Los cambios que se llevan a cabo y se guardan en la página Atributos de usuario tras crear un directorio se aplican a este en la siguiente sincronización.

Requisitos importantes

Si asigna un atributo de usuario a los atributos objectGUID o mS-DS-ConsistencyGuid de Active Directory, todos los usuarios deberán tener un valor no vacío con un tamaño exacto de 16 bytes para el atributo que corresponda de los dos mencionados en Active Directory. Asimismo, debe asignar el atributo de Workspace ONE Access al nombre de atributo correcto de Active Directory, incluidas mayúsculas y minúsculas. Si los nombres de atributo no coinciden, se devolverá un valor nulo y se producirá un error en la sincronización del directorio. Por ejemplo, si utiliza el atributo mS-DS-ConsistencyGuid en Active Directory y especifica ms-DS-ConsistencyGuid en Workspace ONE Access, la sincronización del directorio no se completará correctamente.
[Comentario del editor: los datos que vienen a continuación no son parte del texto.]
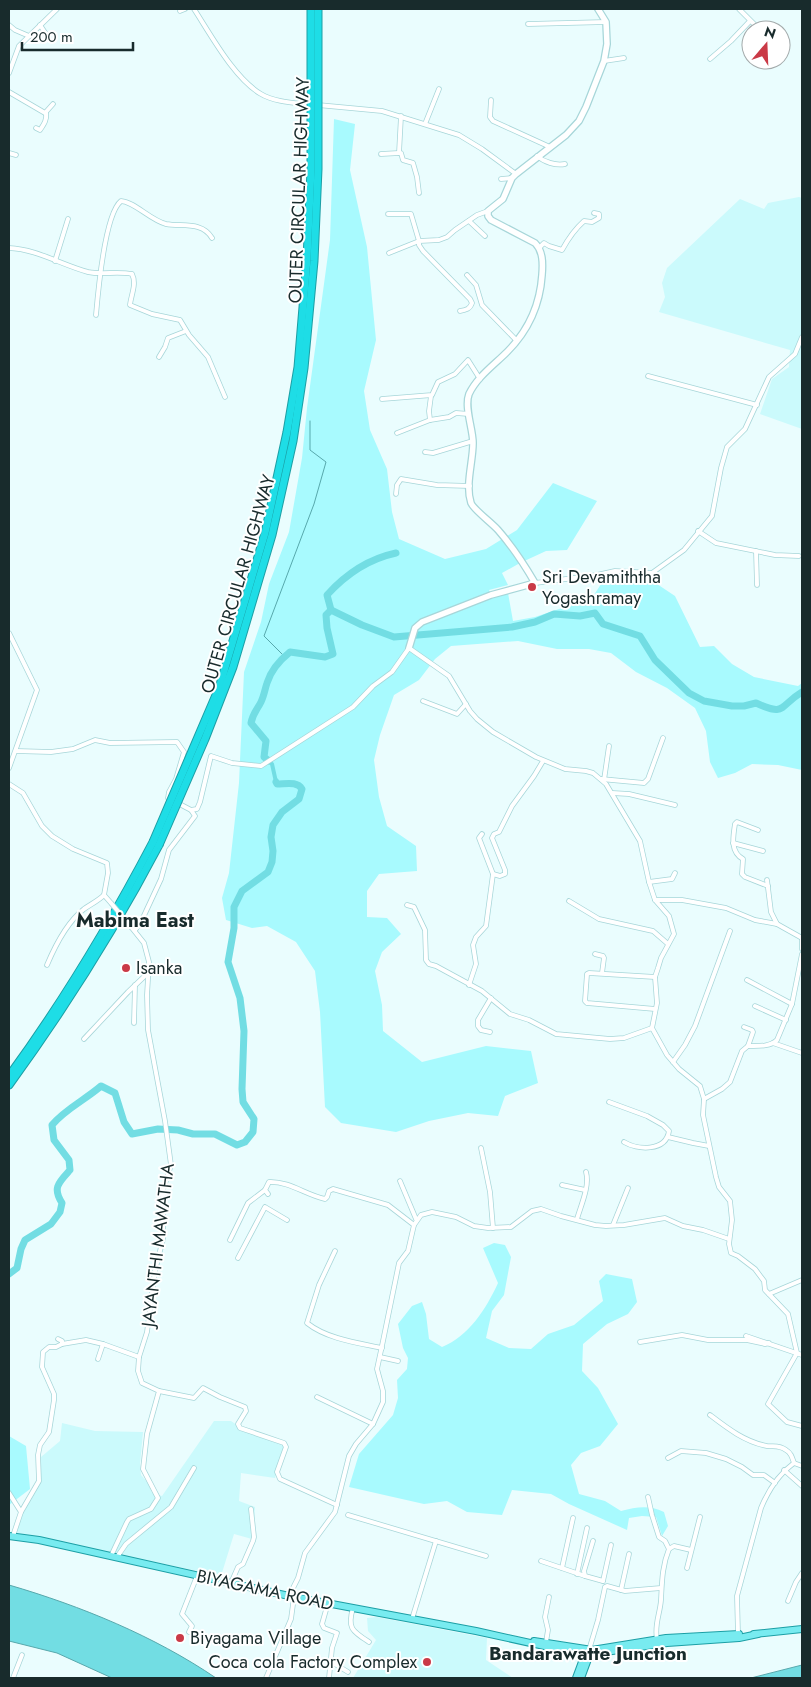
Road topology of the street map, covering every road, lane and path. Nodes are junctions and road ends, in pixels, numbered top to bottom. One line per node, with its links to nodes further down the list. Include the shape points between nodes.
1 (57, 9): 13 (street)
2 (185, 9): 8 (street)
3 (194, 9): 26 (street, via 226,58 246,83 262,95 296,103 382,111)
4 (311, 9): 94 (highway, OUTER CIRCULAR HIGHWAY, bridge, via 312,170 307,259 298,367 287,432 266,533 221,681)
5 (318, 9): 94 (highway, OUTER CIRCULAR HIGHWAY, bridge, via 318,169 314,261 293,441 272,535 233,667 205,739)
6 (598, 9): 10 (street)
7 (739, 9): 9 (street)
8 (180, 11)
9 (749, 20)
10 (606, 22): 11 (street); 19 (street)
11 (528, 24)
12 (9, 25): 16 (street)
13 (40, 25): 15 (street); 16 (street)
14 (741, 30): 18 (street)
15 (46, 34)
16 (29, 36): 20 (street, via 19,46)
17 (624, 58): 19 (street)
18 (710, 59)
19 (604, 61): 29 (street, via 579,121)
20 (9, 72)
21 (439, 89): 27 (street)
22 (9, 92): 25 (street)
23 (492, 100): 29 (street, via 490,117 493,121)
24 (52, 104): 25 (street)
25 (46, 113): 28 (street, via 42,128)
26 (401, 116): 27 (street); 30 (street)
27 (425, 124): 36 (street, via 459,135 482,149)
28 (36, 128)
29 (550, 147): 34 (street)
30 (399, 152): 33 (street); 38 (street, via 403,160 413,163)
31 (9, 153): 32 (street)
32 (16, 154)
33 (380, 154)
34 (537, 156): 35 (street, via 543,162); 36 (street)
35 (565, 164)
36 (514, 176): 37 (street); 39 (street, via 503,199)
37 (502, 179)
38 (419, 193)
39 (488, 211): 43 (street); 48 (street, via 491,220)
40 (594, 213): 48 (street, via 599,214 599,218 579,225 562,250 544,243)
41 (388, 214): 46 (street, via 412,214)
42 (68, 219): 50 (street)
43 (469, 222): 44 (street); 46 (street, via 443,239)
44 (485, 236)
45 (212, 238): 51 (street, via 205,229 164,223 121,201 115,209)
46 (419, 241): 49 (street); 53 (street, via 422,251 472,303)
47 (9, 248): 50 (street, via 28,251)
48 (539, 248): 57 (street, via 542,264 539,302)
49 (389, 252)
50 (55, 262): 51 (street)
51 (100, 273): 54 (street); 55 (street, via 132,274 134,283 130,305 180,320)
52 (467, 275): 57 (street, via 476,285 482,305)
53 (460, 311)
54 (96, 315)
55 (186, 331): 58 (street, via 168,338); 62 (street, via 208,357)
56 (802, 337): 64 (street, via 795,354 769,377)
57 (517, 341): 60 (street)
58 (159, 357)
59 (648, 376): 64 (street)
60 (480, 379): 61 (street, via 467,360 455,374 438,382); 65 (street, via 468,396)
61 (430, 396): 63 (street); 66 (street)
62 (225, 397)
63 (382, 399)
64 (757, 405): 72 (street, via 745,429 728,447 720,468 712,516)
65 (469, 414): 66 (street); 68 (street)
66 (430, 420): 67 (street)
67 (397, 433)
68 (473, 441): 69 (street, via 439,452); 70 (street)
69 (425, 452)
70 (470, 486): 71 (street, via 401,480 396,485); 75 (street, via 472,505 499,532)
71 (396, 494)
72 (698, 532): 73 (street, via 716,543); 75 (street, via 684,550 652,573 615,571)
73 (756, 551): 74 (street); 76 (street)
74 (799, 556)
75 (535, 582): 78 (street, via 491,594 422,622 415,628)
76 (757, 584)
77 (9, 633): 83 (street, via 37,690)
78 (409, 646): 80 (street, via 449,676); 90 (street, via 392,672 352,706 261,766 232,763 211,756 200,802 197,809)
79 (423, 701): 80 (street, via 457,714)
80 (466, 704): 84 (street, via 493,732)
81 (663, 738): 86 (street, via 644,783)
82 (609, 746): 86 (street)
83 (16, 751): 85 (street); 90 (street, via 50,752 94,740 110,743 177,742 184,752 168,798)
84 (543, 761): 86 (street, via 566,769 586,771); 97 (street, via 512,806 499,832 492,838 505,870 505,874 500,876)
85 (9, 768)
86 (603, 780): 88 (street)
87 (9, 784): 101 (street, via 23,793 42,826 52,836 107,863)
88 (612, 793): 89 (street); 99 (street, via 640,841)
89 (675, 805)
90 (191, 810): 106 (street, via 195,816 169,850 161,879 141,922)
91 (758, 830): 93 (street, via 737,822)
92 (482, 834): 97 (street, via 479,838)
93 (734, 843): 95 (street); 100 (street, via 733,848 743,859 742,874)
94 (156, 844): 126 (highway, OUTER CIRCULAR HIGHWAY)
95 (763, 851)
96 (676, 872): 99 (street, via 672,880)
97 (493, 874): 119 (street, via 486,926 473,945 476,964)
98 (767, 880): 100 (street)
99 (649, 882): 102 (street)
100 (768, 886): 105 (street)
101 (104, 895): 106 (street, JAYANTHI MAWATHA, bridge); 113 (street, via 77,915)
102 (655, 900): 105 (street, via 702,903); 109 (street, via 670,916 674,934)
103 (570, 901): 109 (street, via 599,919 654,931)
104 (407, 905): 119 (street, via 414,907 425,930 426,960 429,964)
105 (776, 924): 108 (street)
106 (134, 929): 114 (street, JAYANTHI MAWATHA, via 144,943)
107 (730, 931): 134 (street, via 695,1026)
108 (802, 938): 110 (street)
109 (668, 944): 116 (street)
110 (802, 949)
111 (595, 954): 115 (street, via 604,958)
112 (802, 954): 121 (street)
113 (47, 965)
114 (149, 972): 118 (street); 169 (street, JAYANTHI MAWATHA, via 148,1030 171,1165 164,1190 163,1239 155,1270 147,1332)
115 (602, 973): 116 (street); 123 (street, via 587,974 587,1003)
116 (655, 977): 123 (street)
117 (747, 980): 121 (street)
118 (135, 985): 125 (street); 130 (street)
119 (469, 985): 120 (street)
120 (491, 998): 128 (street, via 510,1014 556,1034 610,1039 624,1038); 129 (street, via 478,1020 481,1030)
121 (792, 1004): 124 (street)
122 (755, 1006): 124 (street)
123 (655, 1009): 128 (street)
124 (786, 1020): 131 (street)
125 (134, 1023)
126 (49, 1024): 135 (highway, OUTER CIRCULAR HIGHWAY); 136 (highway, OUTER CIRCULAR HIGHWAY)
127 (744, 1027): 132 (street, via 753,1032)
128 (652, 1028): 134 (street)
129 (490, 1032)
130 (84, 1039)
131 (773, 1043): 132 (street); 133 (street)
132 (748, 1046): 137 (street, via 742,1052 730,1082)
133 (802, 1053)
134 (673, 1062): 137 (street, via 700,1086)
135 (9, 1076)
136 (9, 1085)
137 (704, 1099): 141 (street, via 703,1116)
138 (610, 1102): 139 (street, via 655,1120 669,1132)
139 (668, 1137): 140 (street, via 663,1143 646,1149); 141 (street)
140 (624, 1142)
141 (709, 1146): 154 (street, via 720,1187 730,1201)
142 (481, 1148): 153 (street)
143 (586, 1172): 147 (street)
144 (400, 1181): 150 (street)
145 (562, 1185): 147 (street)
146 (628, 1188): 152 (street)
147 (585, 1190): 148 (street)
148 (577, 1219): 152 (street, via 595,1225); 153 (street, via 541,1210 532,1211 511,1227)
149 (287, 1220): 157 (street, via 266,1208)
150 (416, 1220): 151 (street); 153 (street, via 432,1212 456,1217 474,1226)
151 (414, 1225): 155 (street, via 388,1206 333,1189 325,1199 269,1182 266,1192 248,1203); 166 (street, via 408,1251 400,1259)
152 (613, 1225): 154 (street, via 665,1218)
153 (493, 1228)
154 (729, 1239): 159 (street, via 731,1253 755,1269)
155 (230, 1240)
156 (335, 1251): 166 (street, via 319,1285 307,1323 336,1337)
157 (238, 1258)
158 (802, 1280): 159 (street)
159 (770, 1294): 167 (street, via 788,1314)
160 (746, 1336): 163 (street)
161 (58, 1339): 164 (street)
162 (640, 1342): 163 (street, via 688,1335 708,1340)
163 (769, 1343): 167 (street)
164 (62, 1344): 165 (street, via 86,1340); 189 (street, via 49,1347 44,1352 42,1367 54,1394 49,1432 40,1445 39,1481)
165 (103, 1344): 169 (street); 171 (street)
166 (382, 1348): 170 (street)
167 (797, 1353): 168 (street); 177 (street, via 768,1404 787,1422)
168 (802, 1355)
169 (139, 1357): 173 (street, JAYANTHI MAWATHA, via 138,1371 142,1383)
170 (380, 1357): 172 (street); 176 (street, via 377,1373 384,1396)
171 (98, 1359)
172 (398, 1361)
173 (159, 1390): 187 (street, via 194,1398 201,1389 206,1389 245,1407 238,1424 240,1428 284,1443 286,1447 277,1472 280,1479); 201 (street, via 147,1434 143,1469 158,1498 150,1510 126,1522)
174 (317, 1397): 176 (street)
175 (710, 1415): 179 (street, via 740,1436 787,1450 792,1454)
176 (373, 1424): 187 (street, via 349,1456)
177 (802, 1426)
178 (668, 1458): 183 (street, via 681,1451 706,1453 726,1459 753,1475 764,1475)
179 (794, 1463): 180 (street); 182 (street)
180 (802, 1466)
181 (194, 1468): 201 (street, via 171,1507)
182 (784, 1470): 183 (street); 184 (street)
183 (775, 1483): 223 (street, via 761,1508 740,1581 736,1605)
184 (802, 1486)
185 (9, 1493): 189 (street)
186 (648, 1497): 198 (street, via 659,1537)
187 (337, 1506): 215 (street, via 305,1553)
188 (251, 1509): 211 (street, via 253,1541)
189 (21, 1512): 194 (street)
190 (348, 1515): 195 (street)
191 (700, 1517): 199 (street)
192 (573, 1518): 204 (street)
193 (587, 1528): 207 (street)
194 (11, 1536): 201 (main road, BIYAGAMA ROAD)
195 (436, 1541): 202 (street); 220 (street)
196 (593, 1541): 209 (street)
197 (611, 1545): 210 (street)
198 (669, 1549): 199 (street, via 674,1546); 213 (street)
199 (691, 1550): 205 (street)
200 (629, 1554): 214 (street)
201 (114, 1556): 208 (main road, BIYAGAMA ROAD)
202 (486, 1556)
203 (541, 1561): 204 (street)
204 (562, 1568): 207 (street)
205 (687, 1568)
206 (802, 1572): 217 (street)
207 (577, 1574): 209 (street)
208 (197, 1576): 211 (main road, BIYAGAMA ROAD); 222 (street, via 182,1614 192,1626)
209 (585, 1576): 210 (street)
210 (603, 1581): 212 (street)
211 (231, 1583): 215 (main road, BIYAGAMA ROAD)
212 (606, 1586): 214 (street); 228 (street)
213 (660, 1588): 214 (street); 227 (street, via 661,1601 655,1626)
214 (621, 1590)
215 (291, 1596): 218 (main road, BIYAGAMA ROAD); 233 (street, via 291,1619)
216 (550, 1597): 226 (street, via 545,1617)
217 (788, 1601)
218 (328, 1603): 219 (main road, BIYAGAMA ROAD); 230 (street, via 322,1624 337,1633)
219 (353, 1608): 220 (main road, BIYAGAMA ROAD); 225 (street, via 351,1626)
220 (412, 1619): 224 (main road, BIYAGAMA ROAD)
221 (802, 1629): 223 (main road)
222 (189, 1632)
223 (738, 1636): 227 (main road)
224 (522, 1640): 226 (main road, BIYAGAMA ROAD); 228 (main road, BIYAGAMA ROAD)
225 (368, 1642)
226 (546, 1642): 228 (main road, BIYAGAMA ROAD)
227 (657, 1642): 228 (main road)
228 (589, 1652): 235 (main road); 236 (main road)
229 (22, 1655): 232 (street)
230 (330, 1662): 231 (street); 234 (street)
231 (348, 1672)
232 (13, 1678)
233 (266, 1678)
234 (329, 1678)
235 (576, 1678)
236 (582, 1678)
El atributo sourceAnchor tiene los siguientes requisitos:
- El atributo sourceAnchor distingue entre mayúsculas y minúsculas.
- Los valores de atributo no se pueden cambiar una vez que se sincronizan los usuarios con Workspace ONE Access.
- Los valores de atributo deben tener menos de 60 caracteres. Los caracteres que no son a-z, A-Z o 0-9 se codifican y cuentan como 3 caracteres.
- Los valores de atributo no deben contener un carácter especial: \ ! # $ % & * + / = ? ^ ` { } | ~ < > ( ) ' ; : , [ ] " @ _
- Si asigna el atributo sourceAnchor a un atributo que no sea de tipo cadena, Base64 codificará los valores de atributo para asegurarse de que no aparezcan caracteres especiales y de que los valores coincidan con el formato de codificación de Microsoft.
- Si asigna el atributo sourceAnchor a un atributo binario, asegúrese de que los valores tengan el formato de GUID adecuado.
- Consulte Selección de un buen atributo sourceAnchor en la documentación de Microsoft para acceder a la lista completa de requisitos del atributo.